Although deep convolutional neural network has shown encouraging performance regarding lesion classification, it is limited due to the high requirement of data labeling. In this study, we attempted to improve the recognition performance under limited labeled data using generated data for lumbar intervertebral disc herniation classification.
In this retrospective study, the labeled data collected from routine clinics consists of T2-weighted MRI scans of 208 patients under varied lumbar diseases, such as degeneration, herniation and scoliosis. There are 1040 individual IVDs, including their corresponding radiological labels of herniation. The annotations of whether there was herniation were assessed by an expert spinal radiologist. The full dataset was split into three datasets as training (70%), validation (10%) and testing (20%).
Many studies demonstrated that Generative Adversarial Networks (GANs) is a new framework that can learn discriminative features from images and generate realistic samples. To generate high-quality samples and corresponding class labels, we propose to employ Auxiliary Classifier GAN (AC-GAN)3 in our study. AC-GAN follows the same concept as the original conditional GAN that GAN can be augmented by supplying both the generator and discriminator with class labels. Along with this strategy, AC-GAN not only supplies the class labels as the input of generator and discriminator but also with an auxiliary decoder that is tasked with reconstructing class labels. In the AC-GAN, class label $$$c$$$ is also as the input of generator in addition to noise $$$z$$$. $$$G$$$ uses both to generate images $$$X_{fake} = G(c, z)$$$. So every generated sample has a corresponding class label, $$$c \sim p_{c}$$$, which is essential that the generated samples can be used for classification. The discriminator gives both a probability distribution over sources and a probability distribution over the class labels, $$$P(S | X), P(C | X) = D(X)$$$. The objective function has two parts: the loglikelihood of the correct source, $$$L_{S}$$$, and the log-likelihood of the correct class, $$$L_{C}$$$.
$$L_{S}=E[logP(S=real|X_{real})]+E[logP(S=fake|X_{fake})]$$
$$L_{C}=E[logP(C=c|X_{real})]+E[logP(C=c|X_{fake})]$$
$$$D$$$ is trained to maximize $$$L_{S}+L_{C}$$$ while $$$G$$$ is trained to maximize $$$L_{S}-L_{C}$$$. AC-GANs learn a representation for $$$z$$$ that is independent of class label. This modification to the standard GAN formulation produces excellent results and appears to stabilize training.

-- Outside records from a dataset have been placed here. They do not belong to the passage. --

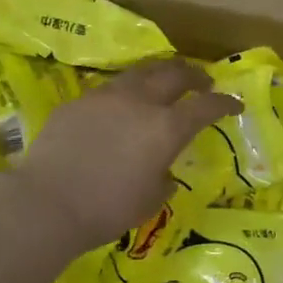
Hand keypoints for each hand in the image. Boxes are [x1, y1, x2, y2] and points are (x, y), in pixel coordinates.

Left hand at [11, 59, 239, 251]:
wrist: (47, 202)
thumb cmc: (107, 209)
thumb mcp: (149, 201)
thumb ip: (163, 180)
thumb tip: (164, 173)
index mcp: (165, 127)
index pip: (205, 106)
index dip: (224, 103)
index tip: (234, 104)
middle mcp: (139, 102)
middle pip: (173, 74)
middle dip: (193, 75)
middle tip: (201, 81)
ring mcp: (105, 97)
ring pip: (139, 73)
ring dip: (157, 75)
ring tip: (161, 82)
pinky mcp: (77, 103)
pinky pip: (107, 91)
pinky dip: (123, 95)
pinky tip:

In the experiments, we adopt a generator comprised of three residual connection blocks with deconvolutional layers and batch normalization and a tanh activation function applied to the last layer. The dimension of noise $$$z$$$ is 128. The discriminator includes three residual connection blocks with ReLU and a fully connected layer with two linear outputs, the labels of true or fake and the labels of herniation or not. The AC-GAN architecture is shown in Figure 1. This model was trained with the 70% labeled IVD data.

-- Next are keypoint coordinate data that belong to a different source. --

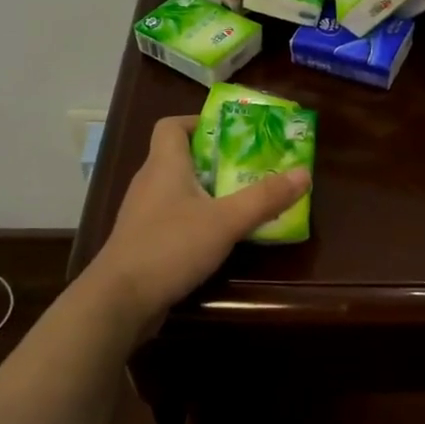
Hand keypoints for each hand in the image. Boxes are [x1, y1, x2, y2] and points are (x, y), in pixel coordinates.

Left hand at [85, 115, 309, 320]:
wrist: (119, 300)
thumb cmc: (170, 247)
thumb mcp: (226, 221)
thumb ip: (265, 198)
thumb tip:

After training the AC-GAN, 2000 normal IVD images and 2000 herniated IVD images were generated randomly by the trained model. To investigate if the generated samples could benefit for performance improvement, we performed three classification experiments with a classic residual network4 with 18 layers. This network was trained first using real data, and afterward using only generated data and finally using real data and generated data together for performance comparison.
For visual evaluation, in Fig.2 we show some of our generated IVD images and real images. The global consistency of the image is correct. Also, the IVD, vertebrae body, spinal canal and nerve appear correctly located. More importantly, our model also learned to generate IVD with different degenerated degrees. Likewise, the herniation characteristics was captured correctly.
The resulting ROC curves, built from varying the decision threshold, are displayed in Fig. 3. The models trained with real images obtained an accuracy of 0.872, while when using only generated images, the accuracy was 0.831. Encouragingly, the accuracy was improved to 0.901 when using the real images and generated images together. As far as we know, we generate realistic IVD samples using a GAN architecture and boost the classification model performance for the first time.
[1] S. Ghosh, R. S. Alomari, V. Chaudhary, and G. Dhillon, "Computer-Aided Diagnosis for Lumbar Mri Using Heterogeneous Classifiers," (in English), 2011 8th Ieee International Symposium on Biomedical Imaging: From Nano to Macro, pp. 1179-1182, 2011.
[2] S. Ghosh, R. S. Alomari, V. Chaudhary, and G. Dhillon, "Composite Features for Automatic Diagnosis of Intervertebral Disc Herniation from Lumbar MRI," (in English), 2011 Annual International Conference of the Ieee Engineering in Medicine and Biology Society (Embc), pp. 5068-5071, 2011.
[3] A. Odena, C. Olah, and J. Shlens, "Conditional image synthesis with auxiliary classifier gans," arXiv preprint arXiv:1610.09585, 2016.
[4] K. He, X. Zhang, S. Ren, and J. Sun, "Deep residual learning for image recognition," in Proceedings of the IEEE conference on computer vision and pattern recognition, 2016, pp. 770-778.